- Action item
Count how many lines below include the string "BAYWORTH", and give that number without anything else.

- Data for analysis

★ ★ ★ ★ ★

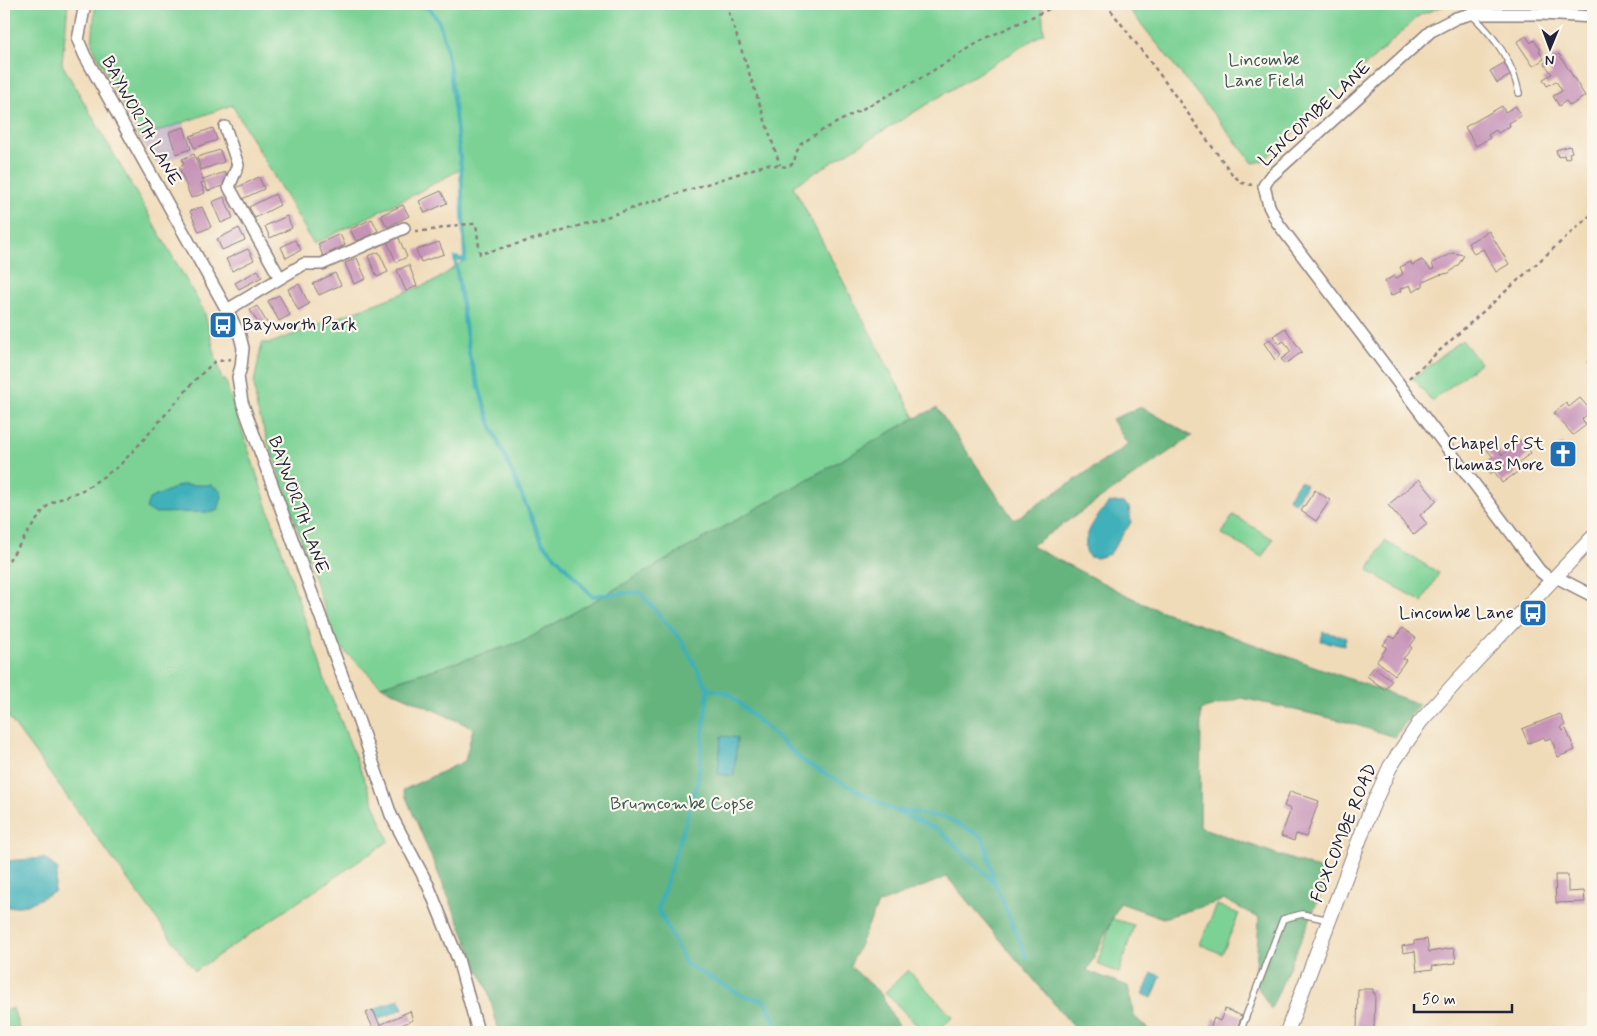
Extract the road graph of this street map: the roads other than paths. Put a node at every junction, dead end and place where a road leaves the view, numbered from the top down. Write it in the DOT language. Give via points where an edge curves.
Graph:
graph roads {
  1 [pos="85,4"];
  2 [pos="1542,9"];
  3 [pos="1471,14"];
  4 [pos="1593,17"];
  5 [pos="1519,93"];
  6 [pos="225,127"];
  7 [pos="404,228"];
  8 [pos="280,278"];
  9 [pos="227,310"];
  10 [pos="1593,537"];
  11 [pos="1554,579"];
  12 [pos="1593,596"];
  13 [pos="1329,920"];
  14 [pos="478,1032"];
  15 [pos="1240,1032"];
  16 [pos="1287,1032"];
  1 -- 9 [label="street, BAYWORTH LANE" via="78,40 85,56"];
  2 -- 3 [label="street, LINCOMBE LANE"];
  2 -- 4 [label="street, LINCOMBE LANE"];
  3 -- 5 [label="lane" via="1499,44 1510,64"];
  3 -- 11 [label="street, LINCOMBE LANE" via="1431,31 1264,186 1276,222 1540,571"];
  6 -- 8 [label="street" via="238,166 229,187"];
  7 -- 8 [label="street" via="322,264 304,264"];
  8 -- 9 [label="street"];
  9 -- 14 [label="street, BAYWORTH LANE" via="243,348 238,377 242,402 391,815 428,885 458,959"];
  10 -- 11 [label="street, FOXCOMBE ROAD"];
  11 -- 12 [label="street, LINCOMBE LANE"];
  11 -- 13 [label="street, FOXCOMBE ROAD" via="1420,722 1390,767"];
  13 -- 15 [label="lane" via="1302,914 1283,919"];
  13 -- 16 [label="street, FOXCOMBE ROAD"];
}
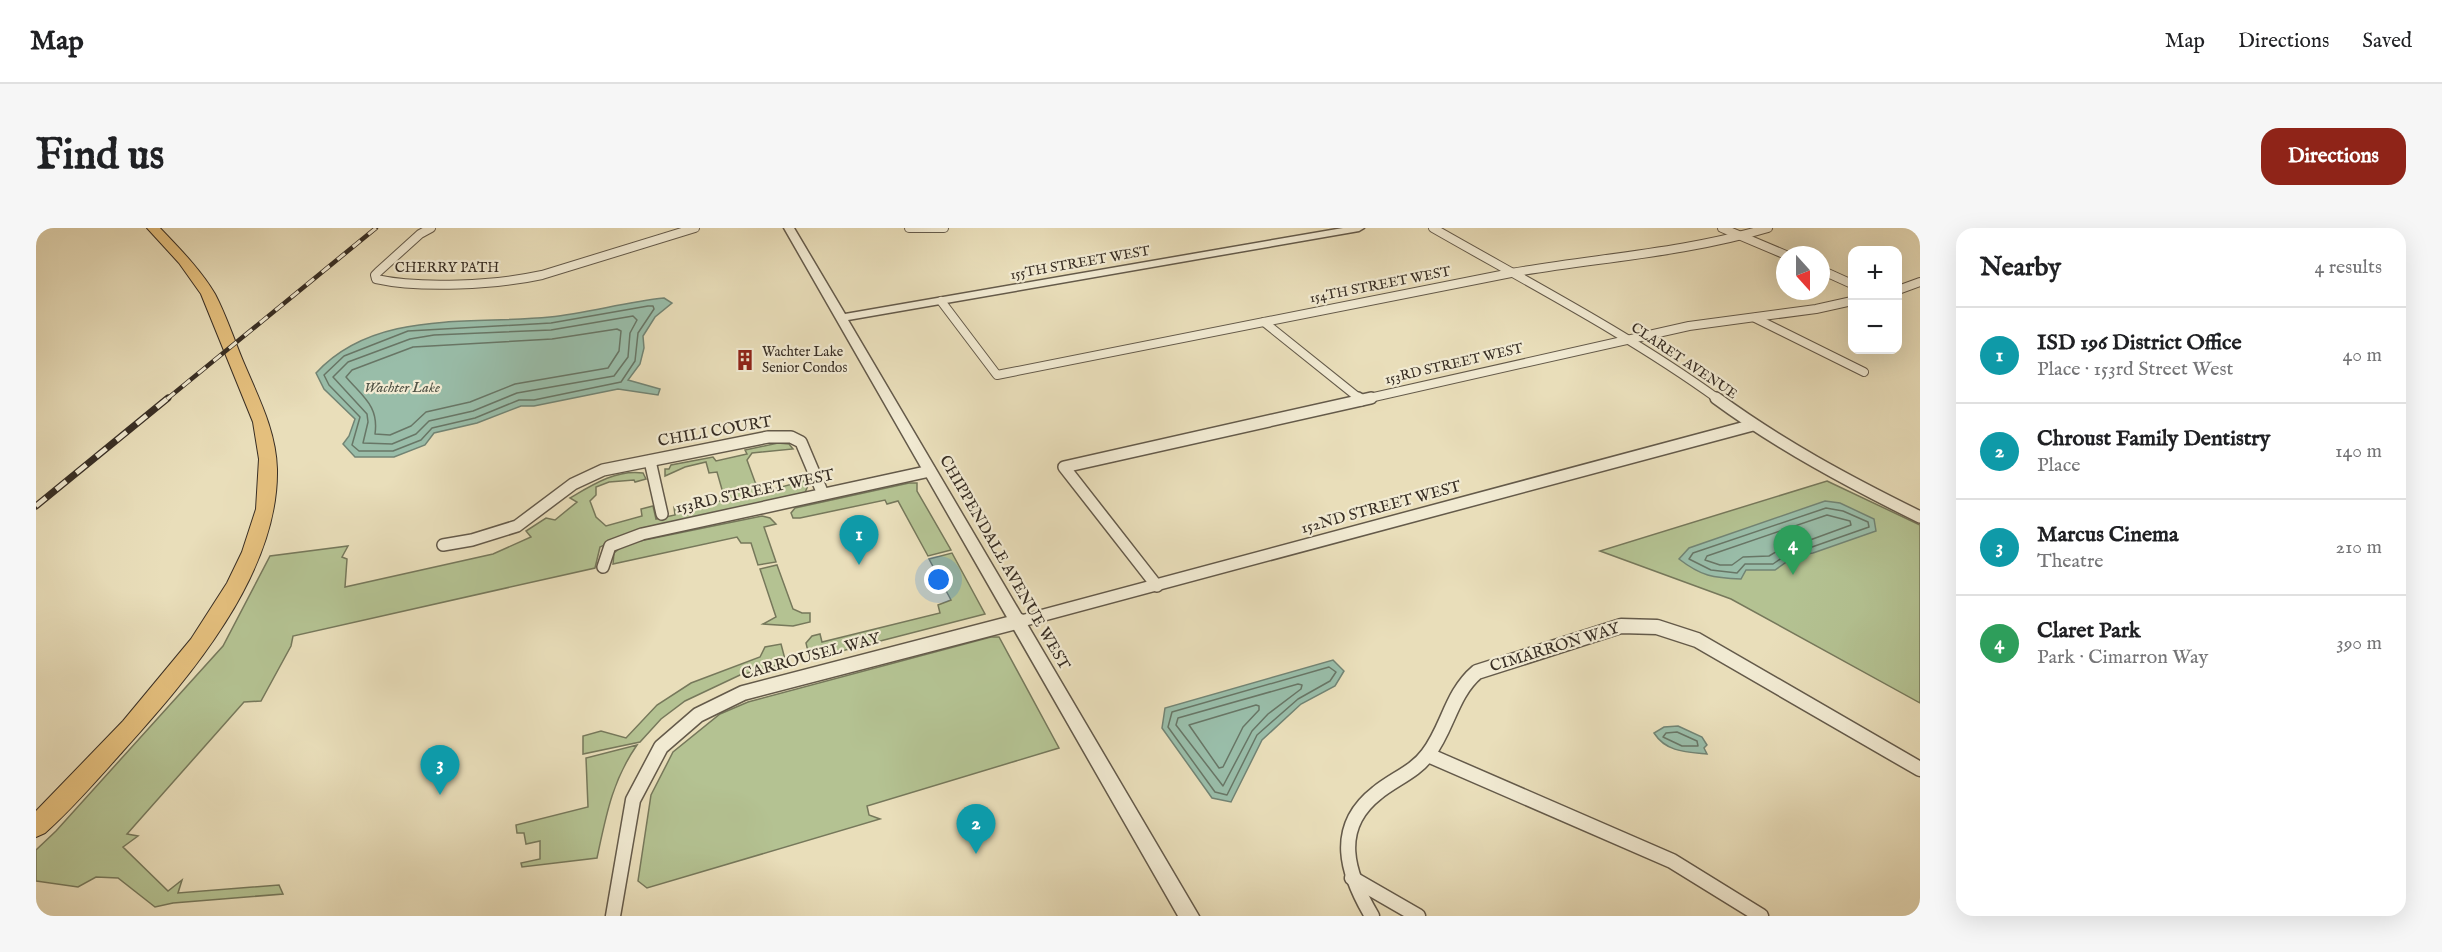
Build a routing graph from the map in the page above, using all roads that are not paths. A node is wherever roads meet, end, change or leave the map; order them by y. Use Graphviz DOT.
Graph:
graph roads {
  1 [pos="153,228"];
  2 [pos="431,228"];
  3 [pos="695,228"];
  4 [pos="789,228"];
  5 [pos="909,228"];
  6 [pos="944,228"];
  7 [pos="1359,228"];
  8 [pos="1432,228"];
  9 [pos="1722,228"];
  10 [pos="1768,228"];
  11 [pos="1743,236"];
  12 [pos="1776,251"];
  13 [pos="1511,273"];
  14 [pos="1830,274"];
  15 [pos="1848,282"];
  16 [pos="1920,282"];
  17 [pos="1902,289"];
  18 [pos="941,301"];
  19 [pos="1848,302"];
  20 [pos="841,318"];
  21 [pos="1754,318"];
  22 [pos="1264,322"];
  23 [pos="1629,339"];
  24 [pos="1864,372"];
  25 [pos="1361,400"];
  26 [pos="1753,425"];
  27 [pos="650,460"];
  28 [pos="930,471"];
  29 [pos="823,494"];
  30 [pos="662,514"];
  31 [pos="1920,517"];
  32 [pos="443,544"];
  33 [pos="603,567"];
  34 [pos="1157,586"];
  35 [pos="1017,621"];
  36 [pos="1428,755"];
  37 [pos="1920,769"];
  38 [pos="36,826"];
  39 [pos="1352,878"];
  40 [pos="613,916"];
  41 [pos="1189,916"];
  42 [pos="1372,916"];
  43 [pos="1418,916"];
  44 [pos="1761,916"];
  1 -- 38 [label="main road"];
  2 -- 3 [label="street, CHERRY PATH"];
  4 -- 20 [label="street, CHIPPENDALE AVENUE WEST"];
  5 -- 6 [label="street"];
  7 -- 18 [label="street, 155TH STREET WEST"];
  8 -- 13 [label="street, CLARET AVENUE"];
  9 -- 11 [label="street"];
  10 -- 11 [label="street, 154TH STREET WEST"];
  11 -- 12 [label="street"];
  11 -- 13 [label="street, 154TH STREET WEST"];
  13 -- 22 [label="street, 154TH STREET WEST"];
  13 -- 23 [label="street, CLARET AVENUE"];
  14 -- 15 [label="street"];
  16 -- 17 [label="street"];
  18 -- 20 [label="street, 155TH STREET WEST"];
  18 -- 22 [label="street, 154TH STREET WEST"];
  19 -- 21 [label="street, 153RD STREET WEST"];
  20 -- 28 [label="street, CHIPPENDALE AVENUE WEST"];
  21 -- 23 [label="street, 153RD STREET WEST"];
  21 -- 24 [label="street"];
  22 -- 25 [label="street"];
  23 -- 25 [label="street, 153RD STREET WEST"];
  23 -- 26 [label="street, CLARET AVENUE"];
  25 -- 34 [label="street, 153RD STREET WEST"];
  26 -- 31 [label="street, CLARET AVENUE"];
  26 -- 34 [label="street, 152ND STREET WEST"];
  27 -- 29 [label="street, CHILI COURT"];
  27 -- 30 [label="street, CHILI COURT"];
  27 -- 32 [label="street, CHILI COURT"];
  28 -- 29 [label="street, 153RD STREET WEST"];
  28 -- 35 [label="street, CHIPPENDALE AVENUE WEST"];
  29 -- 33 [label="street, 153RD STREET WEST"];
  34 -- 35 [label="street, 152ND STREET WEST"];
  35 -- 40 [label="street, CARROUSEL WAY"];
  35 -- 41 [label="street, CHIPPENDALE AVENUE WEST"];
  36 -- 37 [label="street, CIMARRON WAY"];
  36 -- 39 [label="street"];
  36 -- 44 [label="street"];
  39 -- 42 [label="street"];
  39 -- 43 [label="street"];
}
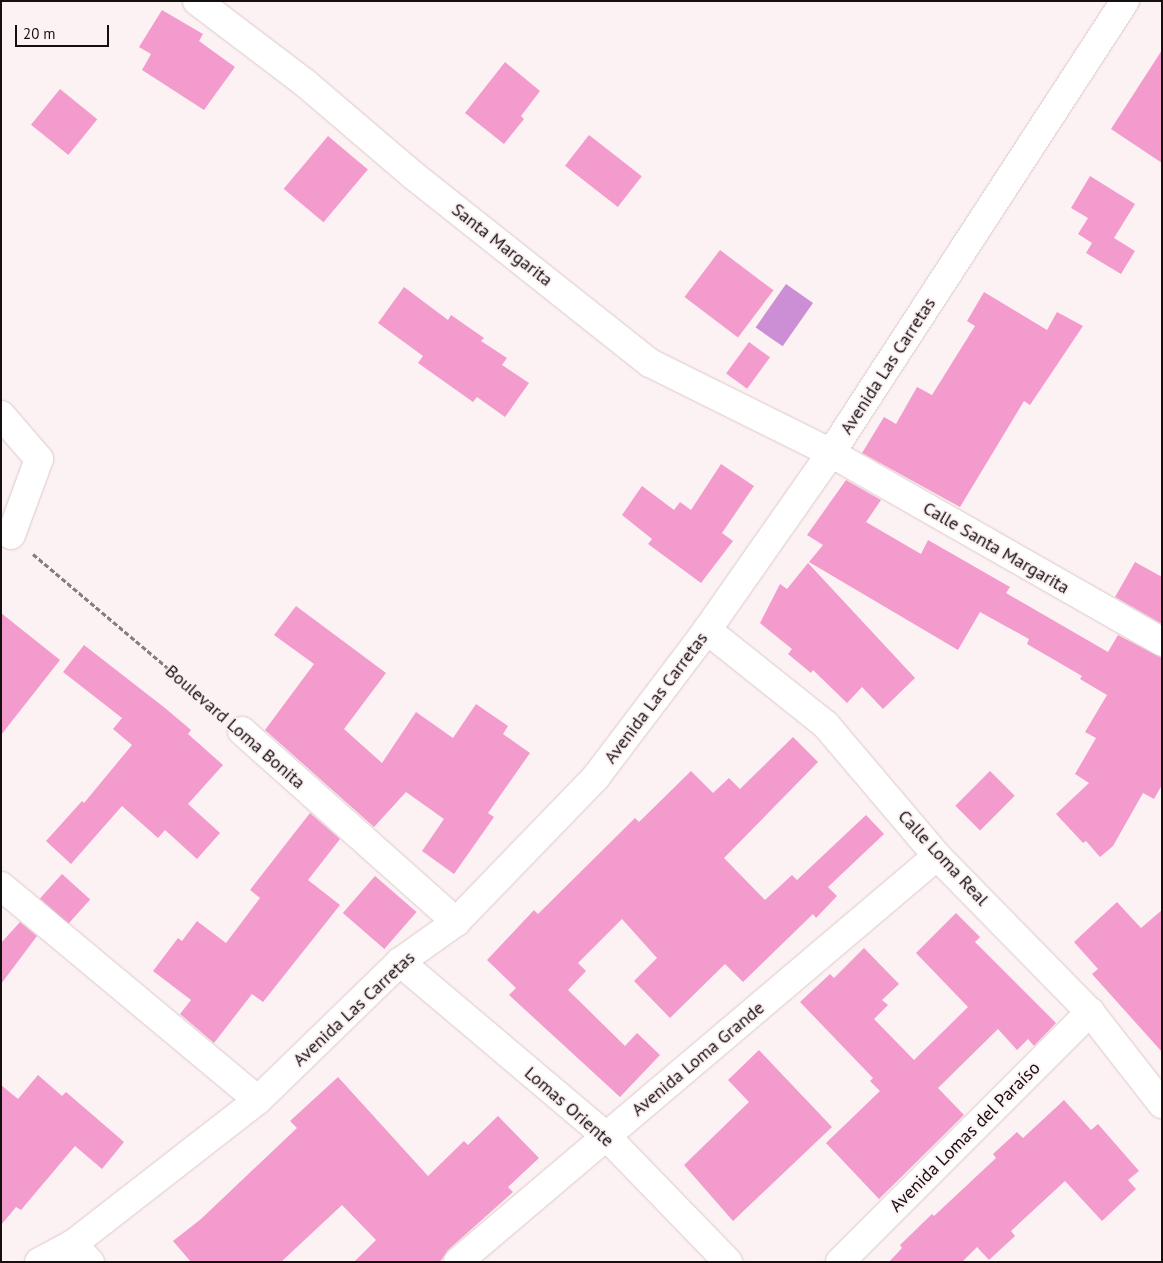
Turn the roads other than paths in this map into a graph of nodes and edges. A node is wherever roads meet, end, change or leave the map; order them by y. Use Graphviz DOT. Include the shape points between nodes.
graph roads {
  1 [pos="197,1"];
  2 [pos="1125,1"];
  3 [pos="1,415"];
  4 [pos="831,454"];
  5 [pos="11,535"];
  6 [pos="706,630"];
  7 [pos="1162,642"];
  8 [pos="242,731"];
  9 [pos="938,856"];
  10 [pos="1,886"];
  11 [pos="456,922"];
  12 [pos="400,962"];
  13 [pos="1090,1012"];
  14 [pos="258,1100"];
  15 [pos="1162,1104"];
  16 [pos="607,1137"];
  17 [pos="81,1253"];
  18 [pos="39,1262"];
  19 [pos="458,1262"];
  20 [pos="728,1262"];
  21 [pos="840,1262"];
  1 -- 4 [label="street, Santa Margarita" via="305,83 414,176 650,363"];
  2 -- 4 [label="street, Avenida Las Carretas"];
  3 -- 5 [label="street" via="39,459"];
  4 -- 6 [label="street, Avenida Las Carretas"];
  4 -- 7 [label="street, Calle Santa Margarita"];
  6 -- 9 [label="street, Calle Loma Real" via="826,725"];
  6 -- 11 [label="street, Avenida Las Carretas" via="596,777"];
  8 -- 11 [label="street, Boulevard Loma Bonita"];
  9 -- 13 [label="street, Calle Loma Real"];
  9 -- 16 [label="street, Avenida Loma Grande"];
  10 -- 14 [label="street"];
  11 -- 12 [label="street, Avenida Las Carretas"];
  12 -- 14 [label="street, Avenida Las Carretas"];
  12 -- 16 [label="street, Lomas Oriente"];
  13 -- 15 [label="street, Calle Loma Real"];
  13 -- 21 [label="street, Avenida Lomas del Paraíso"];
  14 -- 17 [label="street, Avenida Las Carretas"];
  16 -- 19 [label="street, Avenida Loma Grande"];
  16 -- 20 [label="street, Lomas Oriente"];
  17 -- 18 [label="street, Avenida Las Carretas"];
}
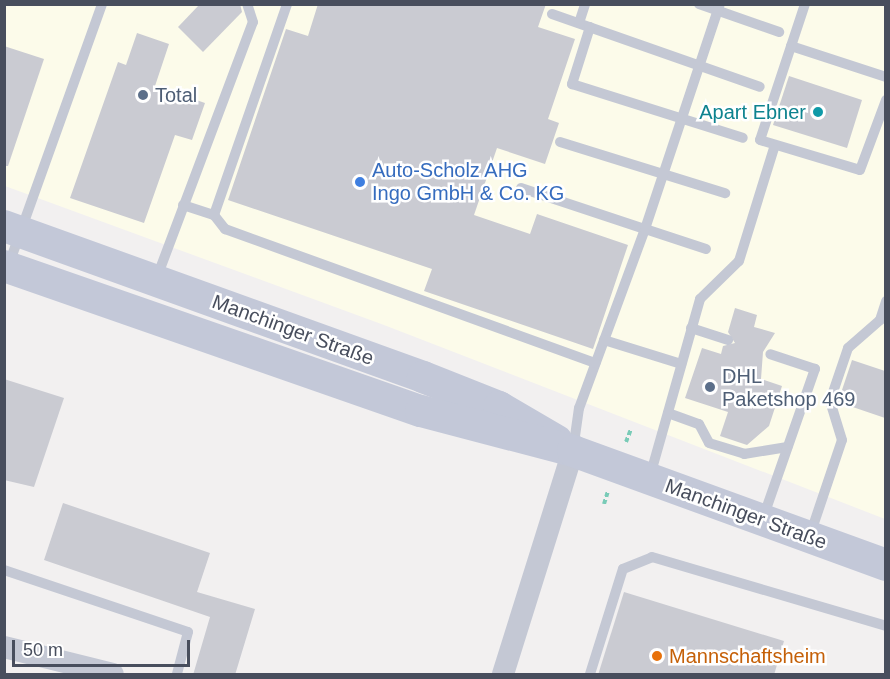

★ ★ ★ ★ ★

- Response to the exercise
2